11 days since I posted this and no update on the issues or resolution of them.

----------


## rorya

They're probably busy creating a new survey for you to fill out, about whether you use a Mac or PC and what your shoe size is.  :Roll Eyes (Sarcastic):

----------


## FDibbins

Did not see this until now, and it seems to be OK?  So not sure if it worth the effort to remind them about it?

----------


## EFmanagement

The problem was already resolved but we just forgot to update the status here. Also, no one has reported this again yet. 





> 11 days since I posted this and no update on the issues or resolution of them.



So are you still facing this issue with long time connection or are you just reminding about the issue?

----------


## TMS

> The problem was already resolved but we just forgot to update the status here. Also, no one has reported this again yet.



What absolute rubbish. The problem is ongoing and I continue to see it every time I look at a thread, a sub-forum list, my User CP, new threads, unanswered threads, or whatever.

Take this personally, or not, but my experience of working with Indian co-workers in off-shore IT Support, is that they say what they think is expected of them. Often, this is an out and out lie.

Is the server down? *No*.  Really, are you sure? *Yes*.  But we can't access the server; is it down? *No*.  Are you sure? *Yes, the server is not down*.  But we've got someone stood next to it, and he says it's down. *Ah, yes, the server is down*. How long has the server been down? *Only a few minutes* ...  And so it goes on.

----------


## TMS

> So are you still facing this issue with long time connection or are you just reminding about the issue



Yes, as I said previously, yes it is still on-going. When I open a thread or refresh a list, the timer wheel loops for about one (1) minute ... sixty (60) seconds.
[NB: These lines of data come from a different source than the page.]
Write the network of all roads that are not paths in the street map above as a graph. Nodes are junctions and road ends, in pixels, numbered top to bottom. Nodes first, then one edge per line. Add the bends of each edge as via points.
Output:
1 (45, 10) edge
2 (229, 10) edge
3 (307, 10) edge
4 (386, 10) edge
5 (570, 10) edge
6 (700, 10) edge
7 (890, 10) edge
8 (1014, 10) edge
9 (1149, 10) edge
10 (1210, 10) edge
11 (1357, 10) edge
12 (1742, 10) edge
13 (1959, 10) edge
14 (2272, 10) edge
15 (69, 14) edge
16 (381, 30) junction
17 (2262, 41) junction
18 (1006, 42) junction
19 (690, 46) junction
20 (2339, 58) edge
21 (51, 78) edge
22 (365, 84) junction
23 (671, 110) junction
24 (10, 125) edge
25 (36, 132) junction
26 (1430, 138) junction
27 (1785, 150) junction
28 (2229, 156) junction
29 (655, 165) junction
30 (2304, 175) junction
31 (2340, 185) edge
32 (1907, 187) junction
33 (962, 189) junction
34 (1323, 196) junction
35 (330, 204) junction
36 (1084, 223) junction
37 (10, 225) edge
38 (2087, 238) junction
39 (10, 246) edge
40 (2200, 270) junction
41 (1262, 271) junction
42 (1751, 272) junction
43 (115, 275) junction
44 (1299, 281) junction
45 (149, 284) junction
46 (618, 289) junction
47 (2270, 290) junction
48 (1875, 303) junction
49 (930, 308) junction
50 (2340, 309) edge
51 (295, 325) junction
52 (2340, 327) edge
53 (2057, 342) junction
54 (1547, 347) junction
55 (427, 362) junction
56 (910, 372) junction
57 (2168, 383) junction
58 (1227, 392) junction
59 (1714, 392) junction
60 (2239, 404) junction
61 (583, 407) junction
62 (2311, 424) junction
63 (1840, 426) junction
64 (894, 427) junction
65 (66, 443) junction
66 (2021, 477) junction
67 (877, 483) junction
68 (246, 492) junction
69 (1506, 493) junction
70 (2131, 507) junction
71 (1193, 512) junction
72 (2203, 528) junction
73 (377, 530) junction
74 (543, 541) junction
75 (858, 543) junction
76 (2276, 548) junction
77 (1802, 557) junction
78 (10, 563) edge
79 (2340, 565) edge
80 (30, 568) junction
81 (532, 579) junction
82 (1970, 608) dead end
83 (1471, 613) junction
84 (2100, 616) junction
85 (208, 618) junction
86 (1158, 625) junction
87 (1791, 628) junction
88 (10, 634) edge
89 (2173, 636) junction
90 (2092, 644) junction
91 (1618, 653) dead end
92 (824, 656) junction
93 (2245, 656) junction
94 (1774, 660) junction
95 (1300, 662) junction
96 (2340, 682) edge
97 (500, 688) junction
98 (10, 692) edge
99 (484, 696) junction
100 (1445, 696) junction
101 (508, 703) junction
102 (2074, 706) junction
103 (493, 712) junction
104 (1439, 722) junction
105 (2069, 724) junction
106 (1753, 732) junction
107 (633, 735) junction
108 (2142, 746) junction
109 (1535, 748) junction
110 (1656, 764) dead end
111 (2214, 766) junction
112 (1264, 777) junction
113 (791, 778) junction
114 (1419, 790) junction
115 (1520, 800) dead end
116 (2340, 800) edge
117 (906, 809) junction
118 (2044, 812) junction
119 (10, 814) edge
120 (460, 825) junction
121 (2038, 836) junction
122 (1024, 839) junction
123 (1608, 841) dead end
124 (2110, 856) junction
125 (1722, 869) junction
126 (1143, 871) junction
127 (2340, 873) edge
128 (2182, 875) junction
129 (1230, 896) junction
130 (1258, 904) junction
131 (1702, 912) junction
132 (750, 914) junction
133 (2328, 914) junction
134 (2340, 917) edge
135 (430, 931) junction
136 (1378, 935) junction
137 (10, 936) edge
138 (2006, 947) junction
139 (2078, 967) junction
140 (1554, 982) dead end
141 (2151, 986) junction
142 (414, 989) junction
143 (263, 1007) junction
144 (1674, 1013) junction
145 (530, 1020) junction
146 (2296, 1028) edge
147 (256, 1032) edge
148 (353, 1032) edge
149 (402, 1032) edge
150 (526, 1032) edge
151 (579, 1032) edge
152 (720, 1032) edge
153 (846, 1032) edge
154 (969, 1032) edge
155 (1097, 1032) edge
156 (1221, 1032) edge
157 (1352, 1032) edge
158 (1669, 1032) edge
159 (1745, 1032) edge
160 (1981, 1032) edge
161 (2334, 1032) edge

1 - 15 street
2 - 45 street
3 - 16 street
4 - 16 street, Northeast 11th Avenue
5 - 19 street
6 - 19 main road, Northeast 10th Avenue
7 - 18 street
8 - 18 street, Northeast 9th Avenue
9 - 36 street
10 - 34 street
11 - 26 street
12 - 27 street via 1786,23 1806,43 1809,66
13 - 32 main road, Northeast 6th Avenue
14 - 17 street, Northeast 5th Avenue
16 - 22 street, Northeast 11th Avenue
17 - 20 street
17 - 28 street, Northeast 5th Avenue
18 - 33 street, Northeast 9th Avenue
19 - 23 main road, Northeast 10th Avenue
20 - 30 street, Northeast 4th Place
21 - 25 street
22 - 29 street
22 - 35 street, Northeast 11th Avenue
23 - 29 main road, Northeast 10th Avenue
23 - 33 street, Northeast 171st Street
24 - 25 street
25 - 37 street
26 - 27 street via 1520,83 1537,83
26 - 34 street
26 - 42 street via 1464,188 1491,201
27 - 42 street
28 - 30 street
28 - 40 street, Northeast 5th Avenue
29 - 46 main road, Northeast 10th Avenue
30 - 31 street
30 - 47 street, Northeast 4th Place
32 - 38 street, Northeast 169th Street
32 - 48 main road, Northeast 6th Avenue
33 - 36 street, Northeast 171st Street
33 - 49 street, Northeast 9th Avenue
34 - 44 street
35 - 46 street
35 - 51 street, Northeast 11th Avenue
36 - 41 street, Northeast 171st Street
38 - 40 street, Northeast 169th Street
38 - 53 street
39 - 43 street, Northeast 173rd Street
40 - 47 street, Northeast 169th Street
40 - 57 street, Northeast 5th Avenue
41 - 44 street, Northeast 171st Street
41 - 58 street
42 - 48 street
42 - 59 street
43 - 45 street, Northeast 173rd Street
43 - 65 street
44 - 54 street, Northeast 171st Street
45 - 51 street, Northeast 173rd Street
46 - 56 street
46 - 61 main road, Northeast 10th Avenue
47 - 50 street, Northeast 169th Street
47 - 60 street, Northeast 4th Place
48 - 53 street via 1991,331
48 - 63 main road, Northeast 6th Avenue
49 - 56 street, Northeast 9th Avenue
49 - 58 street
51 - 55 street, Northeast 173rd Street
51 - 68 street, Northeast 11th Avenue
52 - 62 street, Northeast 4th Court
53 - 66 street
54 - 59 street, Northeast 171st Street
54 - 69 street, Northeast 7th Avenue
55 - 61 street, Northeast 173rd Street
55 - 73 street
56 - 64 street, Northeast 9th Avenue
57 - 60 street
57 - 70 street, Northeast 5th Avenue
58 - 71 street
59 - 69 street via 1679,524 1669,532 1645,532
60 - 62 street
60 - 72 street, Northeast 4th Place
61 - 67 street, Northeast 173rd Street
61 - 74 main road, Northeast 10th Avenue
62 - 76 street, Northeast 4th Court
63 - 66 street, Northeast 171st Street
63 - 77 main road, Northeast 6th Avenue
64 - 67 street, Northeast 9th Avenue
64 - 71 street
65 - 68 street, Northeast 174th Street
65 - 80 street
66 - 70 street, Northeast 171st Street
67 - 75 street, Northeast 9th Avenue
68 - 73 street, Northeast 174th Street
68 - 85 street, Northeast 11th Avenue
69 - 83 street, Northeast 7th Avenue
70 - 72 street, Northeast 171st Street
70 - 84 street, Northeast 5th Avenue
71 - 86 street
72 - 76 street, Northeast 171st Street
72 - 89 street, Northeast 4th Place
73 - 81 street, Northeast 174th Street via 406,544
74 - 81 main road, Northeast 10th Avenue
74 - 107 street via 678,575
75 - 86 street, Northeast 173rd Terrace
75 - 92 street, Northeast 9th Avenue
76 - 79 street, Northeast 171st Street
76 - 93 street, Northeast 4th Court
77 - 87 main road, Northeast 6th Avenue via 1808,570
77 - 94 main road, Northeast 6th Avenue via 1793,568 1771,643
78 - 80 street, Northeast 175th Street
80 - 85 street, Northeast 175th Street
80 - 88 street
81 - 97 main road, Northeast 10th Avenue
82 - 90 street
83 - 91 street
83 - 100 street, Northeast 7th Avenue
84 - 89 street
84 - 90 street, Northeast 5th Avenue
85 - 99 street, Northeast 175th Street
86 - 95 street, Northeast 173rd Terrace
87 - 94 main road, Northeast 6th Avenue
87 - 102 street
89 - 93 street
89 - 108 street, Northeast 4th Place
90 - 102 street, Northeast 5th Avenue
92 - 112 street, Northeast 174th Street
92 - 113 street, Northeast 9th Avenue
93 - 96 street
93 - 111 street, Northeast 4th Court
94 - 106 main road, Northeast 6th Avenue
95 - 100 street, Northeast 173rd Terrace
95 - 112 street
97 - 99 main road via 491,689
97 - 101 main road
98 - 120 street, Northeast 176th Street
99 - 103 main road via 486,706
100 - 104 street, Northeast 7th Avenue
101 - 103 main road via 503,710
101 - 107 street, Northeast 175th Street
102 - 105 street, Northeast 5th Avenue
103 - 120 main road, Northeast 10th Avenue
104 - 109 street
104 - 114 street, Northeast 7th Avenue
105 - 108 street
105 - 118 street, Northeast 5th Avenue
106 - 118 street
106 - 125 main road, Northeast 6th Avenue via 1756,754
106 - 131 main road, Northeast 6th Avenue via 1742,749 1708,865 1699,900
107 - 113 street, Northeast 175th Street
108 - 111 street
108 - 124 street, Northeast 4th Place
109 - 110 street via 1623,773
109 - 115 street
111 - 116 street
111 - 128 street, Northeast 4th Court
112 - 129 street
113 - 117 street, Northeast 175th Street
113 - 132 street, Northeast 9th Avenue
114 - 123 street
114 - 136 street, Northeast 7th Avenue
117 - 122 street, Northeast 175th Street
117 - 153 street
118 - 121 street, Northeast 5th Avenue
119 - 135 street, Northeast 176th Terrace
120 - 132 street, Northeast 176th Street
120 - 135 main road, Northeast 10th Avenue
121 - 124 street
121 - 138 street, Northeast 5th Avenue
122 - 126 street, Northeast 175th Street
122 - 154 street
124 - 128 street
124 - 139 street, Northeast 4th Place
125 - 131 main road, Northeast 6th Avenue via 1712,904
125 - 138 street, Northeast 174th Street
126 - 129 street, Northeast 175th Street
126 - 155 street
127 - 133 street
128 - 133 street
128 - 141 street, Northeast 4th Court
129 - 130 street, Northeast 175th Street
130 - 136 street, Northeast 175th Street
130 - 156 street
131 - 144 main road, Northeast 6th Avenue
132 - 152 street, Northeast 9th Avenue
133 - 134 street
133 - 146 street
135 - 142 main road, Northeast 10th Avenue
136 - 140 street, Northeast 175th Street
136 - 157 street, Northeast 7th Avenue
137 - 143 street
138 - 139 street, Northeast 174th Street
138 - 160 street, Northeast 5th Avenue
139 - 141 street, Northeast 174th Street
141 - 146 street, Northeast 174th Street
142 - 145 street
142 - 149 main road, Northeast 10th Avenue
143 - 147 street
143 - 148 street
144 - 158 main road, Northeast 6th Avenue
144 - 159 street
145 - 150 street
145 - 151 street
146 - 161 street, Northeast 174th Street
If it wasn't a pain, I wouldn't have reported it. If it was resolved, I wouldn't be "just reminding about the issue".

----------


## shirleyxls

Yes, definitely still ongoing  :Frown: 

60 second wait, double posting of some replies, some replies say you are trying to double post when you're not, New Posts refresh disappears at random intervals, I even had one yesterday which said I was trying to post html (I totally wasn't!!) in a reply and kept kicking me out.

This is a great forum with some really dedicated people trying to help each other, but it can be incredibly frustrating at times.

----------


## TMS

I am not alone! Thank you for corroborating my experience. I was beginning to doubt myself.

----------


## AliGW

For me, the forum resolves quickly, but the icon continues spinning for quite some time afterwards. I have not been taken to an oops! page quite so much recently, although it was happening a lot about six weeks ago during my last break.

----------


## TMS

Hi Ali: But, you have to stop the timer wheel if you want to refresh the current view or change to a different view.

----------


## AliGW

> Hi Ali: But, you have to stop the timer wheel if you want to refresh the current view or change to a different view.



No, don't seem to have to. It's whirring now!

----------


## TMS

Maybe that is just me then  :Frown:

----------


## oeldere

@TMS 

No, it is not just you.

It occurs to me also (from time to time).

----------


## TMS

A very current example ...

Please try again.jpg

----------


## AliGW

I've had just one of those today.

----------


## Doc.AElstein

Re long connection...
I get something similar when editing, or posting a couple of times quickly one after the other.. ( Forget for now that the reply vanishes on editing – the workaround has become second nature /  instinct, so I never notice or experience that problem hardly anymore !!,)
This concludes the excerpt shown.